Les résultats ont été donnés par entreprise et ils furent chaque fois le même : oui à 100 %.

Les chauffeurs disent oui à la grève à 100%

Les chauffeurs d’autobus scolaires membres du Syndicat national du transport écolier du Saguenay-Lac-Saint-Jean (CSN) ont envoyé un message clair, mercredi soir, en assemblée générale : ils ont entériné à 100 % un mandat de grève illimitée à être déclenchée au moment jugé opportun.

Ils étaient 73 à s’être réunis dans une salle de l’hôtel La Saguenéenne sur une possibilité d’environ 110 chauffeurs, a estimé le président du syndicat, Michel Gauthier.

Ces chauffeurs œuvrent pour deux compagnies, soit Intercar et Interbus. Au total, il y a huit entreprises, mais six plus petites sont la propriété d’Intercar. Ils couvrent le secteur desservi par la Commission scolaire des Rives-du-Saguenay.

Le dévoilement du résultat du vote, auquel les médias pouvaient assister, s’est fait accréditation par accréditation. Comme le démontre le chiffre total, chaque dévoilement s’est soldé par un « oui à 100 % », suivi d’une salve d’applaudissements.

« Le monde est tanné de reculer. Avec le vote, c’est un beau mandat pour négocier », a déclaré Michel Gauthier, visiblement satisfait après l’assemblée.

Il reviendra maintenant au comité de mobilisation du syndicat de décider de la suite des événements. Advenant le cas où le comité opterait pour le déclenchement de la grève, il n’aura pas besoin de revenir devant les membres. Et contrairement aux grèves dans le transport en commun public, aucun service essentiel ne sera assuré. Michel Gauthier ne s’attend évidemment pas à ce que les cadres puissent opérer l’entreprise en cas de grève, comme il est possible dans certains secteurs. « Il n’y aura pas de service essentiel. Je ne pense pas qu’il y a un cadre qui va aller se mettre en arrière du volant », a-t-il avancé. 

Toutefois, en cas de grève, le président a juré que les parents seraient tenus au courant dans un délai raisonnable et non pas comme lorsqu’une commission scolaire décide le matin même de fermer ses écoles.

Selon ce qui avait été indiqué au Quotidien mardi, le taux de rémunération horaire actuel des chauffeurs d’autobus se situe à 17,84 $ pour des prestations de 20 à 25 heures par semaine pour des revenus annuels d’environ 17 000 $ par année. Toujours selon ce que le syndicat prétend, l’employeur tenterait de récupérer un montant équivalent à 10 % de la masse salariale. 

D’après Engelbert Cottenoir, le président du conseil central de la CSN pour le Saguenay-Lac-Saint-Jean, la faute revient au gouvernement qui ne finance pas assez le transport scolaire. « On veut des enveloppes dédiées, fermées et bonifiées pour le transport scolaire », a-t-il expliqué après le vote.

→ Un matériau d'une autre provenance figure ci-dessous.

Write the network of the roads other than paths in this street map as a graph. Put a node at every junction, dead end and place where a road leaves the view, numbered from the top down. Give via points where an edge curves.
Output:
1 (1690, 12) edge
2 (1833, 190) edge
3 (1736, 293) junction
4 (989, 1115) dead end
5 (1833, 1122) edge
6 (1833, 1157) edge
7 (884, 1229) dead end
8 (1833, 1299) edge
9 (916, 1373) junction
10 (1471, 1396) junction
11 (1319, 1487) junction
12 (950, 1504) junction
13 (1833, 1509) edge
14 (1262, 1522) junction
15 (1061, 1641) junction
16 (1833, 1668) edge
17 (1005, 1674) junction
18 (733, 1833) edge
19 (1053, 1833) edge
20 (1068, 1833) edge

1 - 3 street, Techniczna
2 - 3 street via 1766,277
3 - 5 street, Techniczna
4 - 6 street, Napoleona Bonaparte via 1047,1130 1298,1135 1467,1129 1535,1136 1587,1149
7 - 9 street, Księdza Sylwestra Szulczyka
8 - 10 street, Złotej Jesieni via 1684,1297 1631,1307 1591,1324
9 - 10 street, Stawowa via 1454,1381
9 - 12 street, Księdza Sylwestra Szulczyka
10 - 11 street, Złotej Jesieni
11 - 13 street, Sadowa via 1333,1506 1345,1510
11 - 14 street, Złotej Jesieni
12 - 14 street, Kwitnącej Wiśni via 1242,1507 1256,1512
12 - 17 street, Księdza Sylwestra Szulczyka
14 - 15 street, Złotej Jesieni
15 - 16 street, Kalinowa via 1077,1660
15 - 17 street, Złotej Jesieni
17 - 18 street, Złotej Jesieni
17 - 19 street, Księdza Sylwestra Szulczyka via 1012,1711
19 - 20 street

Il a déploré qu’aucune somme n’ait été annoncée dans le dernier budget provincial alors qu’une panoplie de secteurs ont bénéficié de réinvestissements.

Le vote qui s’est tenu mercredi s’inscrit dans une plus large campagne provinciale, alors que des exercices semblables doivent se tenir un peu partout au Québec jusqu’au 27 avril. Cependant, MM. Cottenoir et Gauthier ont indiqué que le comité de mobilisation était maître de sa décision et qu’il n’attendrait pas nécessairement un déclenchement simultané à la grandeur du Québec.

Pour le moment, il n’y a aucune autre rencontre de négociation à l’horaire. La dernière a eu lieu mercredi matin et n’a rien donné, d’où le vote en soirée.